LONDON: Alastair Cook was left awe-struck and just the tiniest bit miffed too at Edgbaston this year when batting against the West Indian attack alongside Joe Root, the man who had replaced him as England captain.

“It’s fairly frustrating when you have a 22-run start and he beats you to a hundred by 20 balls,” sighed Cook, whose own painstakingly compiled century had been rather eclipsed by the seemingly effortless and inevitable feel of Root’s sunny ton.

“He makes it look so easy. He is a genius and an unbelievable player to watch from the other end, a lesson to us all.”

When such a tribute comes from England’s record Test run-scorer, who hails Root as the best batsman he has ever played alongside, then evidently we are talking about the rarest of talents.

Root is still only 26 and has been a Test player for only five years but his mastery in this triple-pronged era of Tests, ODIs and T20s has been such that he has scored 10,066 runs in all three forms of the international game.

Of all the players who have made 10,000-plus in all formats, only Root (50.83) and India’s Virat Kohli (53.39) average more than 50.
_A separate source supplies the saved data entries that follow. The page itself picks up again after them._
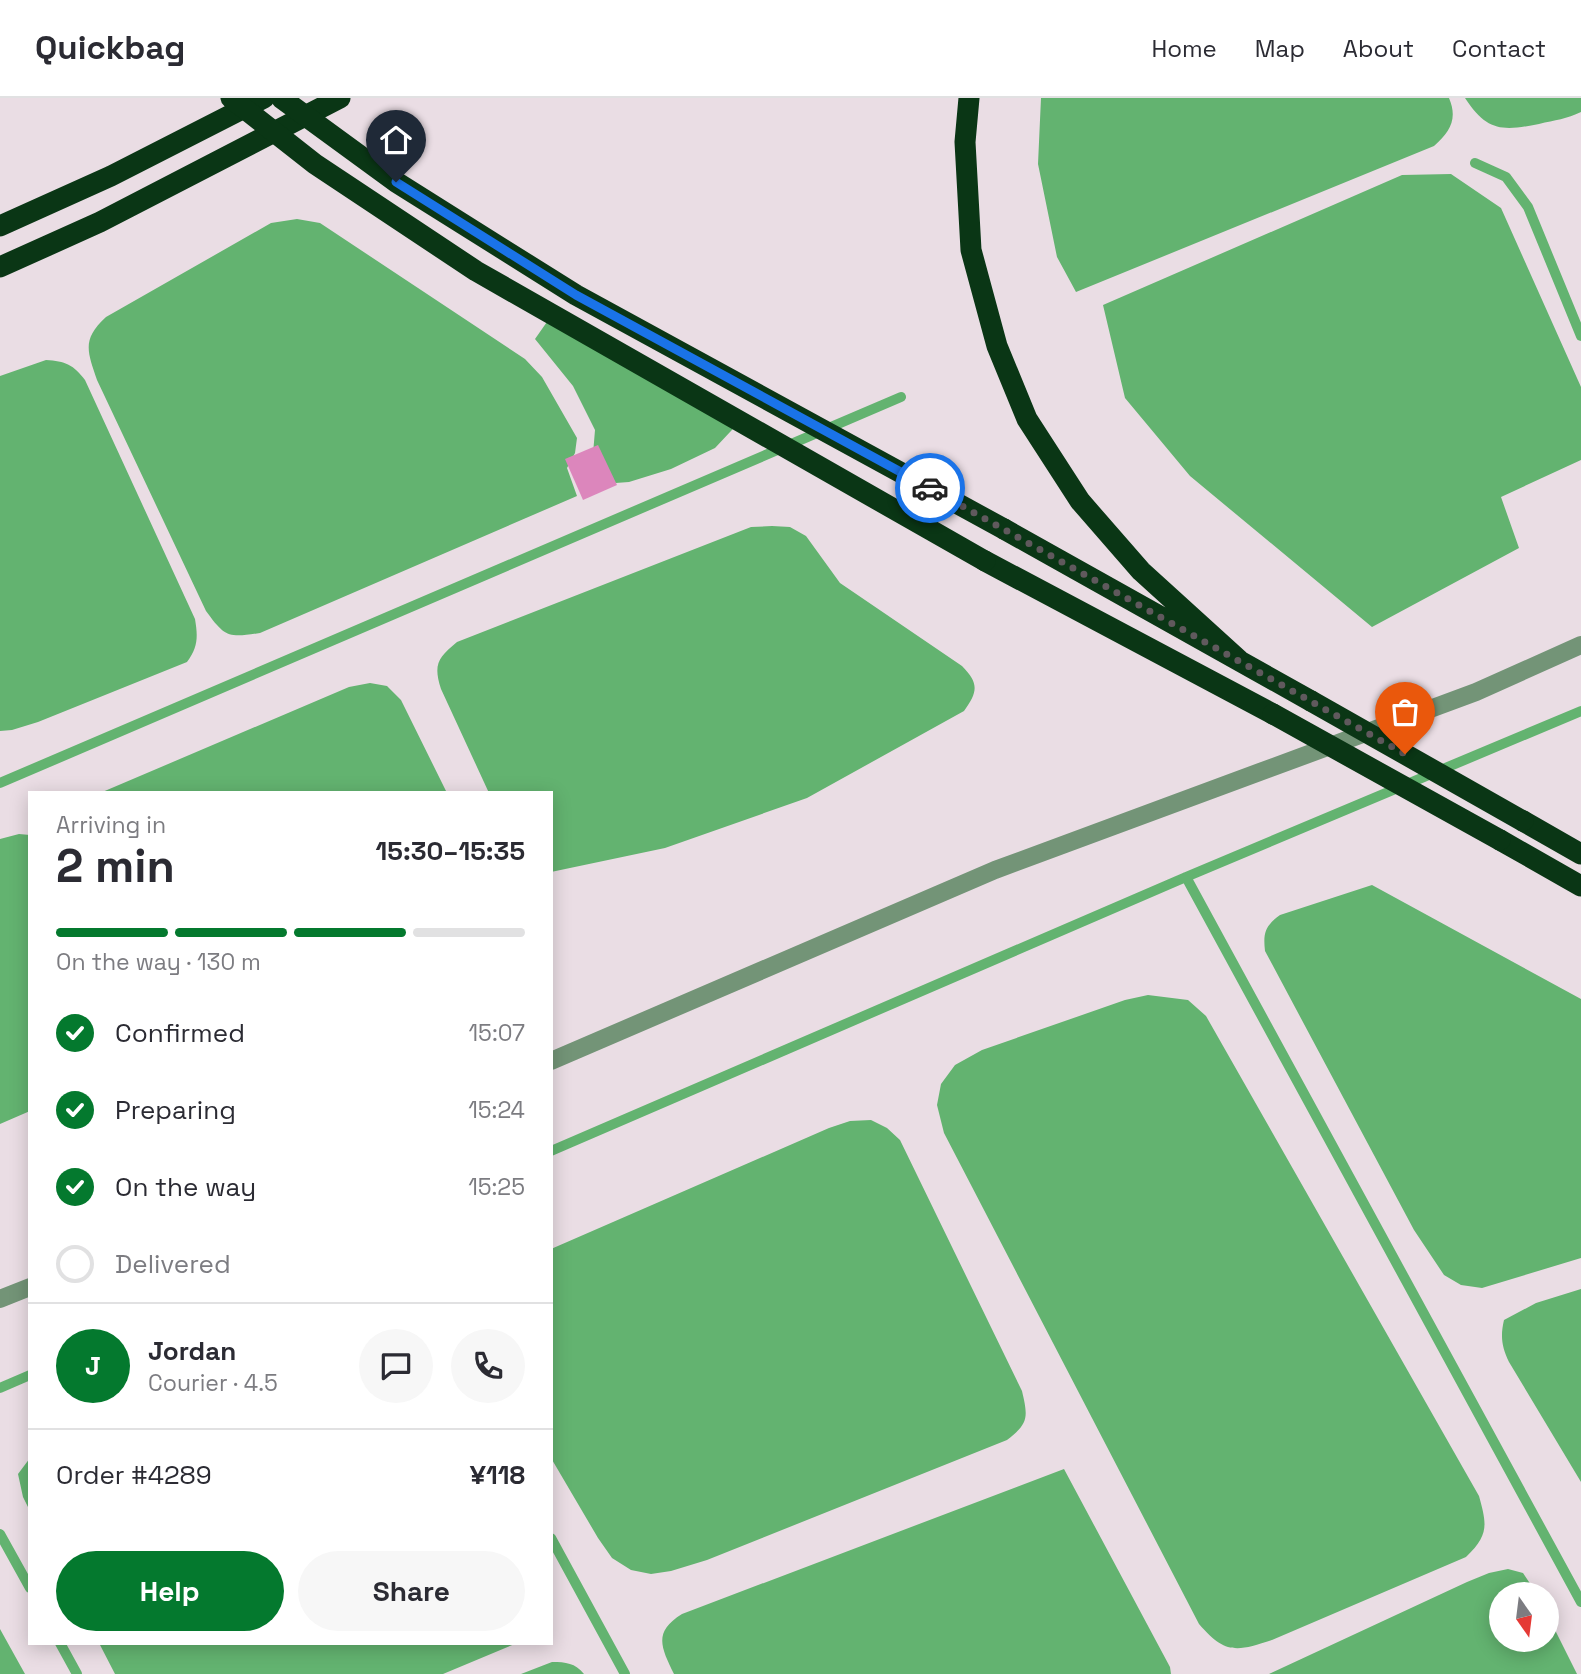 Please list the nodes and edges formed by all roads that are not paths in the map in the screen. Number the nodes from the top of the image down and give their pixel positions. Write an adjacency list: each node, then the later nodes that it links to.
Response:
1 (231, 98): 11 (highway, bridge)
2 (264, 98): 6 (highway)
3 (281, 98): 9 (highway, bridge)
4 (340, 98): 7 (highway)
5 (969, 98): 9 (highway)
6 (0, 226)
7 (0, 267)
8 (1581, 645): 12 (street)
9 (1239, 660): 10 (highway, bridge)
10 (1581, 854)
11 (1581, 886)
12 (553, 1060)
13 (28, 1287): 14 (street)
14 (0, 1299)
What is more, he has compiled those runs, including 23 centuries, with such swift facility that it persuades another ex-England captain and fellow Yorkshireman Michael Vaughan to declare: “You can make a case now for saying he’s our best ever.”
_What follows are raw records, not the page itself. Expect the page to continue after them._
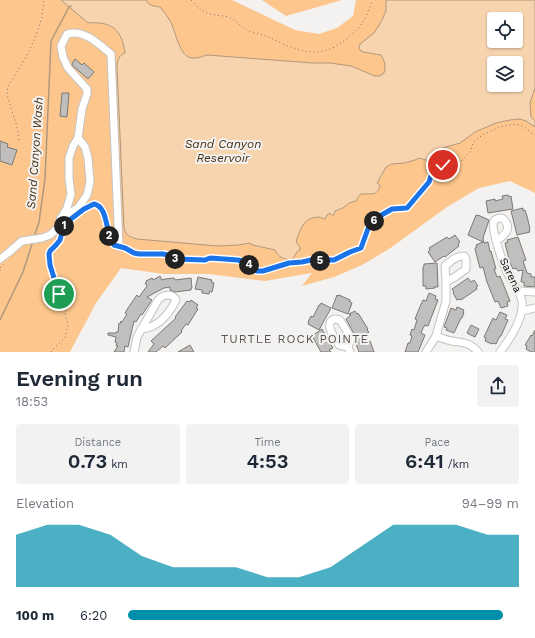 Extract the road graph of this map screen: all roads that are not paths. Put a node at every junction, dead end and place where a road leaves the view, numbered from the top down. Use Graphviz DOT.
graph roads {
  1 [pos="78,138"];
  2 [pos="61,218"];
  3 [pos="496,241"];
  4 [pos="119,247"];
  5 [pos="0,259"];
  6 [pos="446,282"];
  7 [pos="519,291"];
  8 [pos="535,292"];
  9 [pos="535,308"];
  10 [pos="522,311"];
  11 [pos="141,329"];
  12 [pos="436,336"];
  13 [pos="134,352"];
  14 [pos="426,352"];
  15 [pos="478,352"];
  16 [pos="500,352"];
  1 -- 2 [label="street"];
  1 -- 2 [label="street"];
  1 -- 4 [label="street"];
  2 -- 5 [label="street"];
  3 -- 7 [label="street, Sarena"];
  6 -- 12 [label="street"];
  7 -- 8 [label="street"];
  7 -- 10 [label="street, Sarena"];
  9 -- 10 [label="street"];
  10 -- 16 [label="street, Sarena"];
  11 -- 11 [label="street"];
  11 -- 13 [label="street"];
  12 -- 14 [label="street"];
  12 -- 15 [label="street"];
}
From a nation that cherishes names like W.G Grace, Wally Hammond, Jack Hobbs, Denis Compton and Len Hutton, that is some assertion.
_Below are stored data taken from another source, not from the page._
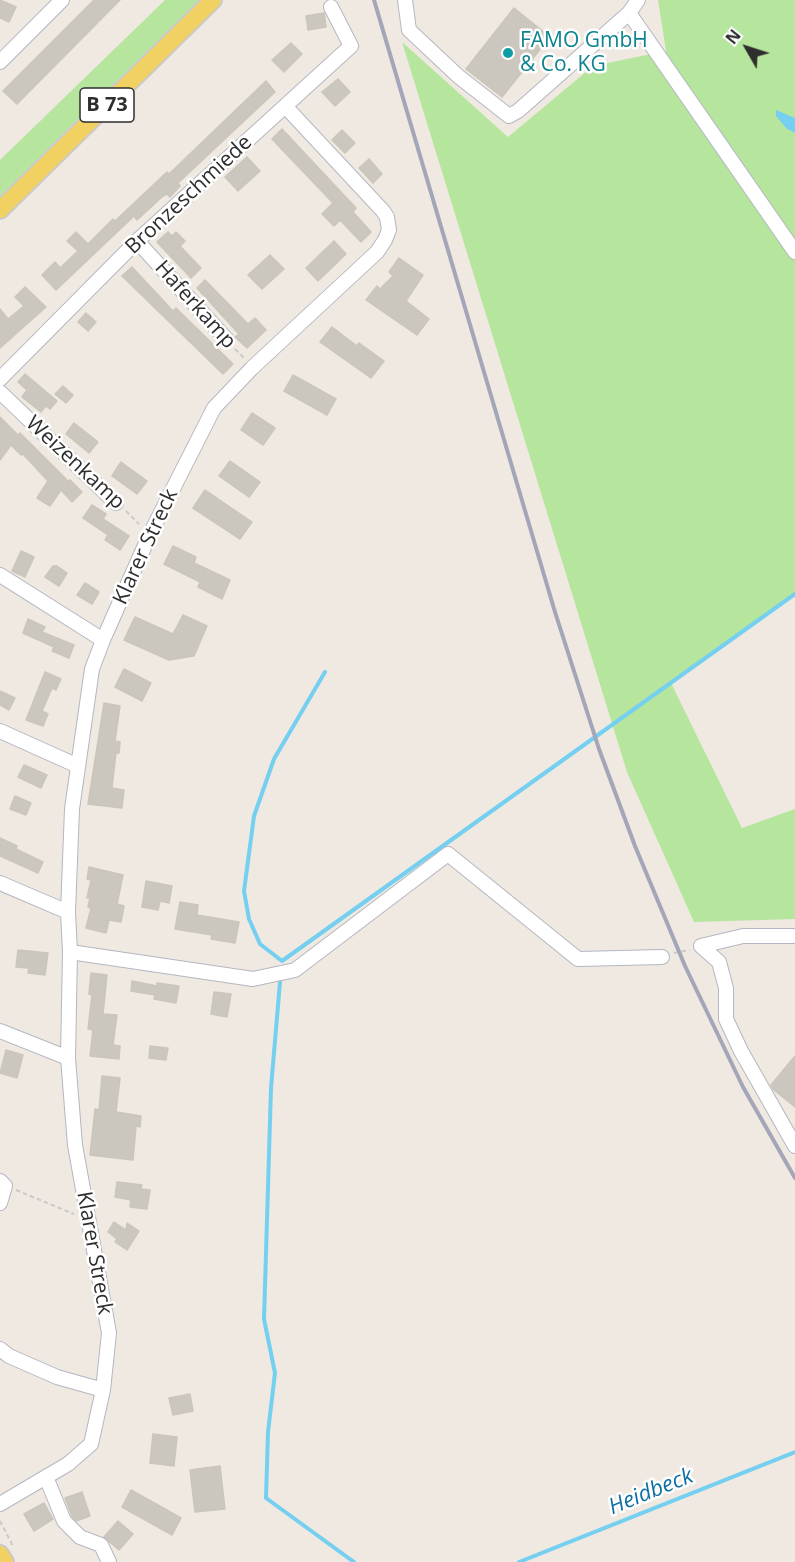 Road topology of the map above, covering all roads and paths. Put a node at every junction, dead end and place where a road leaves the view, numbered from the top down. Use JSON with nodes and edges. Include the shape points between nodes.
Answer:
{"nodes":[{"id":1,"x":61,"y":0,"type":"edge"},
{"id":2,"x":213,"y":0,"type":"edge"},
{"id":3,"x":405,"y":0,"type":"edge"},
{"id":4,"x":638,"y":0,"type":"edge"},
{"id":5,"x":332,"y":7,"type":"dead end"},
{"id":6,"x":629,"y":13,"type":"junction"},
{"id":7,"x":0,"y":62,"type":"edge"},
{"id":8,"x":285,"y":106,"type":"junction"},
{"id":9,"x":0,"y":210,"type":"edge"},
{"id":10,"x":137,"y":241,"type":"junction"},
{"id":11,"x":795,"y":252,"type":"edge"},
{"id":12,"x":227,"y":340,"type":"joint"},
{"id":13,"x":252,"y":368,"type":"junction"},
{"id":14,"x":0,"y":379,"type":"edge"},
{"id":15,"x":0,"y":392,"type":"edge"},
{"id":16,"x":116,"y":503,"type":"joint"},
{"id":17,"x":150,"y":534,"type":"junction"},
{"id":18,"x":0,"y":575,"type":"edge"},
{"id":19,"x":103,"y":640,"type":"junction"},
{"id":20,"x":0,"y":731,"type":"edge"},
{"id":21,"x":78,"y":766,"type":"junction"},
{"id":22,"x":0,"y":884,"type":"edge"},
{"id":23,"x":68,"y":912,"type":"junction"},
{"id":24,"x":795,"y":936,"type":"edge"},
{"id":25,"x":701,"y":946,"type":"junction"},
{"id":26,"x":70,"y":952,"type":"junction"},
{"id":27,"x":662,"y":957,"type":"joint"},
{"id":28,"x":0,"y":1030,"type":"edge"},
{"id":29,"x":68,"y":1058,"type":"junction"},
{"id":30,"x":795,"y":1146,"type":"edge"},
{"id":31,"x":3,"y":1183,"type":"edge"},
{"id":32,"x":0,"y":1203,"type":"edge"},
{"id":33,"x":88,"y":1219,"type":"junction"},
{"id":34,"x":0,"y":1348,"type":"edge"},
{"id":35,"x":103,"y":1390,"type":"junction"},
{"id":36,"x":46,"y":1477,"type":"junction"},
{"id":37,"x":0,"y":1504,"type":"edge"},
{"id":38,"x":0,"y":1521,"type":"edge"},
{"id":39,"x":7,"y":1556,"type":"edge"},
{"id":40,"x":109,"y":1562,"type":"edge"}],
"edges":[{"from":1,"to":7,"type":"street"},
{"from":2,"to":9,"type":"main road","number":"B 73"},
{"from":3,"to":6,"type":"street","via":[[410,30],[458,76],[509,116]]},
{"from":4,"to":6,"type":"street"},
{"from":5,"to":8,"type":"street","name":"Bronzeschmiede","via":[[351,46]]},
{"from":6,"to":11,"type":"street"},
{"from":8,"to":10,"type":"street","name":"Bronzeschmiede"},
{"from":8,"to":13,"type":"street","name":"Klarer Streck","via":[[383,211],[389,230],[377,252]]},
{"from":10,"to":12,"type":"street","name":"Haferkamp"},
{"from":10,"to":14,"type":"street","name":"Bronzeschmiede"},
{"from":12,"to":13,"type":"path","name":"Haferkamp"},
{"from":13,"to":17,"type":"street","name":"Klarer Streck","via":[[214,408]]},
{"from":15,"to":16,"type":"street","name":"Weizenkamp"},
{"from":16,"to":17,"type":"path","name":"Weizenkamp"},
{"from":17,"to":19,"type":"street","name":"Klarer Streck"},
{"from":18,"to":19,"type":"street"},
{"from":19,"to":21,"type":"street","name":"Klarer Streck","via":[[92,669]]},
{"from":20,"to":21,"type":"street"},
{"from":21,"to":23,"type":"street","name":"Klarer Streck","via":[[72,809]]},
{"from":22,"to":23,"type":"street"},
{"from":23,"to":26,"type":"street","name":"Klarer Streck"},
{"from":24,"to":25,"type":"street","via":[[743,936]]},
{"from":25,"to":27,"type":"path"},
{"from":25,"to":30,"type":"street","via":[[718,962],[726,988],[726,1019]]},
{"from":26,"to":27,"type":"street","via":[[253,979],[295,970],[448,854],[578,959]]},
{"from":26,"to":29,"type":"street","name":"Klarer Streck"},
{"from":28,"to":29,"type":"street"},
{"from":29,"to":33,"type":"street","name":"Klarer Streck","via":[[75,1145]]},
{"from":31,"to":32,"type":"street"},
{"from":31,"to":33,"type":"path"},
{"from":33,"to":35,"type":"street","name":"Klarer Streck","via":[[109,1333]]},
{"from":34,"to":35,"type":"street","via":[[9,1356],[57,1377]]},
{"from":35,"to":36,"type":"street","name":"Klarer Streck","via":[[91,1444]]},
{"from":36,"to":37,"type":"street","name":"Klarer Streck"},
{"from":36,"to":40,"type":"street","via":[[64,1521],[80,1537],[101,1545]]},
{"from":38,"to":39,"type":"path"}]}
Even if some will construe this as hyperbolic, Root still looks a comet with years left to burn. Could it be that the real measure of his greatness may only be starting now as he leads England’s

Ashes defence? For in his almost uninterrupted triumph of a CV one glaring failure stands out — his lack of success on Australian soil.

No wonder then that there was a sense of a man on a mission when he said at Lord’s before flying out with his team: “I’m desperate to go out there and have a better tour than last time.”

Root has not forgotten how England were terrorised by Mitchell Johnson in that 2013-14 Australian whitewash and how his struggles led to him eventually being dropped for the final Test in Sydney.

Yet, strangely, one of the more pleasing memories of that dispiriting tour for English observers was how Root kept smiling back at the growling Johnson while making a defiant 87 in the second Test at Adelaide.

It demonstrated the spirit that goes with the skill. Earlier in 2013, Root had famously got under David Warner’s skin to such a degree during a chance meeting in a Birmingham pub that the Australian batsman ended up being disciplined for throwing a punch at him.

The incident prompted Root’s then Yorkshire captain Andrew Gale to note memorably: “Joe’s definitely not a fighter.

He couldn’t fight his way out of a paper bag. He looks more like the Milky Bar Kid than Mike Tyson.”

Yet the angelic appearance was always deceptive. Root worried that after being dropped for that Sydney Test.

“I didn’t know if I’d get another opportunity,” he said.

As soon as he did the next summer, he took an unbeaten 200 off Sri Lanka.

He has never looked back and has, if anything, batted with even more authority since taking the captaincy this year, his average of 60.75 in his seven matches superior even to his impressive Test career average of 53.76.

“I’m obviously a very different player now to what I was last time we were there,” Root said. “And that excites me.”

The idea of the Milky Bar Kid gunning for them on his record-strewn road, however, should continue to exercise the minds of his hosts.